Optimization update from -O2 to -O3 -flto gives up to 5% performance gain in 'redis-benchmarks-spec-client-runner' tests geomean where GCC 9.4.0 is used for build
@enjoy-binbin
Copy link
Contributor

thanks, where do you get the performance gain result, i can recall this one: #9601 (comment)

@markovamaria
Copy link
Contributor Author

markovamaria commented Aug 30, 2022

thanks, where do you get the performance gain result, i can recall this one: #9601 (comment)

Hi @enjoy-binbin ,
I've measured data on intel-redis joint lab (bare-metal / biredis, Intel(R) Xeon(R) Platinum 8360Y CPU @ 2.40GHz )
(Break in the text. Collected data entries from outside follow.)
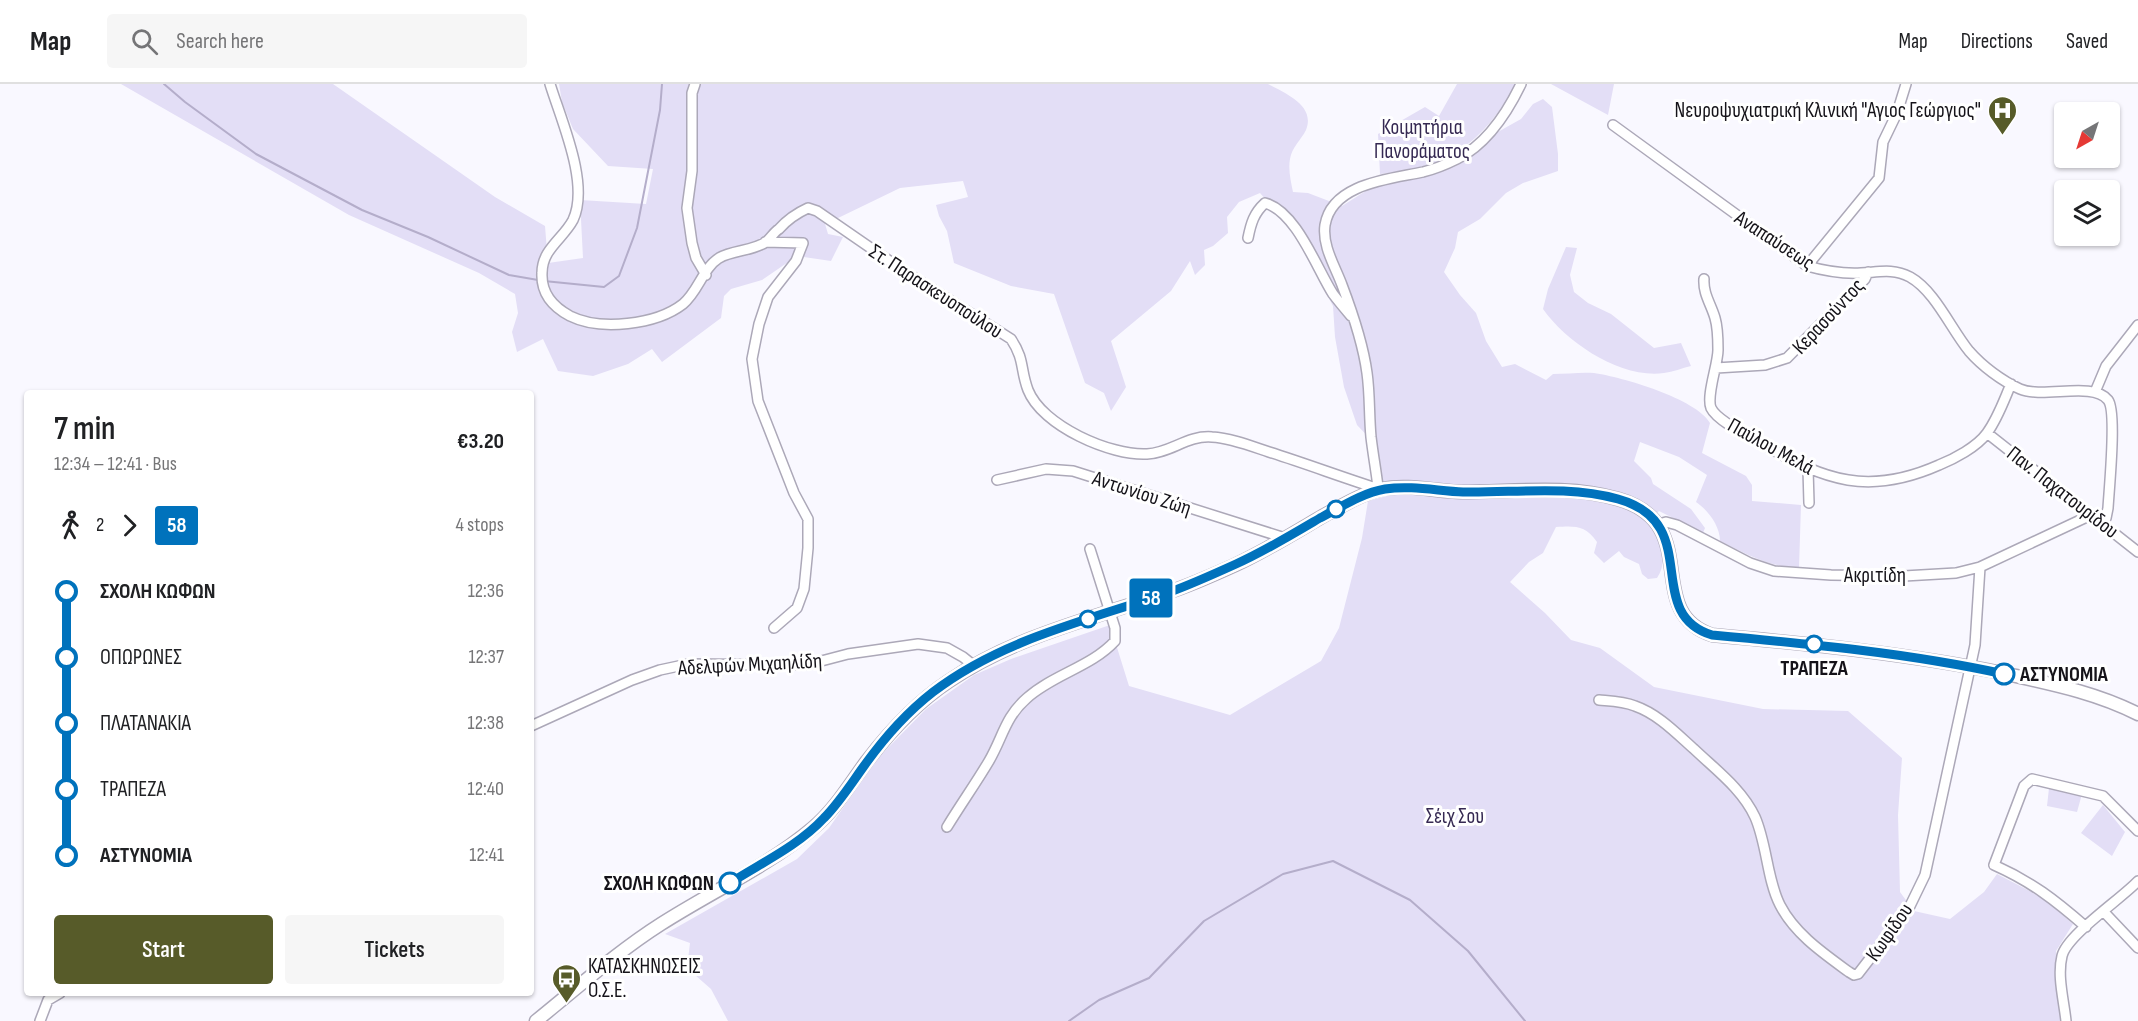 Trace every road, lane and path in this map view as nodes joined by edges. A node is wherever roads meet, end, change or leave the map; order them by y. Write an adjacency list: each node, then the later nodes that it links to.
1 (550, 84): 10 (street, Στ. Παρασκευοπούλου)
2 (695, 84): 10 (street)
3 (1521, 84): 12 (street)
4 (1906, 84): 8 (street)
5 (1612, 125): 8 (street, Αναπαύσεως)
6 (1248, 238): 12 (street)
7 (765, 242): 10 (street, Στ. Παρασκευοπούλου); 20 (street, Στ. Παρασκευοπούλου); 30 (street)
8 (1807, 266): 9 (street, Αναπαύσεως)
9 (1868, 272): 14 (street, Κερασούντος); 15 (street, Αναπαύσεως)
10 (705, 275)
11 (1704, 279): 14 (street)
12 (1356, 323): 20 (street)
13 (2138, 325): 16 (street)
14 (1716, 368): 18 (street, Παύλου Μελά)
15 (2011, 384): 16 (street, Αναπαύσεως); 17 (street, Παύλου Μελά)
16 (2095, 392): 24 (street)
17 (1987, 433): 18 (street, Παύλου Μελά); 22 (street, Παν. Παχατουρίδου)
18 (1808, 469): 21 (street)
19 (998, 480): 25 (street, Αντωνίου Ζώη)
20 (1382, 490): 23 (main road); 25 (main road)
21 (1809, 503)
22 (2091, 515): 24 (street, Παν. Παχατουρίδου); 28 (street, Ακριτίδη)
23 (1659, 524): 28 (street, Ακριτίδη); 32 (main road)
24 (2102, 524): 27 (street, Παν. Παχατουρίδου)
25 (1285, 538): 29 (main road)
26 (1090, 549): 29 (street)
27 (2138, 552)
28 (1980, 567): 32 (street, Κωφίδου)
29 (1108, 612): 31 (main road); 36 (street)
30 (774, 628)
31 (973, 665): 35 (street, Αδελφών Μιχαηλίδη); 44 (main road)
32 (1970, 666): 33 (street, Κωφίδου); 34 (main road)
33 (1599, 700)
34 (2138, 714)
35 (534, 725)
36 (947, 827)
37 (2138, 831): 40 (street)
38 (2138, 881): 39 (street)
39 (2104, 912): 40 (street); 41 (street)
40 (2086, 927): 45 (street)
41 (2138, 948)
42 (55, 996): 43 (street)
43 (40, 1021)
44 (536, 1021)
45 (2066, 1021)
Comparison was performed for Jun'29 commit built with GCC 9.4.0, O3 flto options (through REDIS_*FLAGS) vs. the same redis bin built with GCC 9.4.0 with default options.

Measurement showed:
+5,13% in geomean for tests form 'redis-benchmarks-spec-client-runner'
21 test gives more that 5% gain, from them - 4 tests gives more 10% gain
2 tests showed about -1% to -2% in comparison with default GCC. (memtier_benchmark-1key-set-10-elements-smembers,
memtier_benchmark-1Mkeys-load-stream-1-fields-with-100B-values)

@markovamaria
Copy link
Contributor Author

Adding @filipecosta90 to review

@yossigo
Copy link
Collaborator

yossigo commented Aug 30, 2022

@markovamaria @filipecosta90 Do you know which specific optimization options contribute to this improvement? Given the broad spectrum of architectures/compilers/compiler versions used, I assume -O3 may also have some negative impact, whereas -O2 with additional, specific optimizations could reduce the chance of that.

@oranagra
Copy link
Member

@markovamaria thanks. please post more details on the benchmarks you conducted and their results.
IIRC there are some regressions too.

I'm a little bit paranoid about bugs resulting from eager optimizations, maybe combined with some places where redis assumes things that the compiler concludes that are invalid. something like this.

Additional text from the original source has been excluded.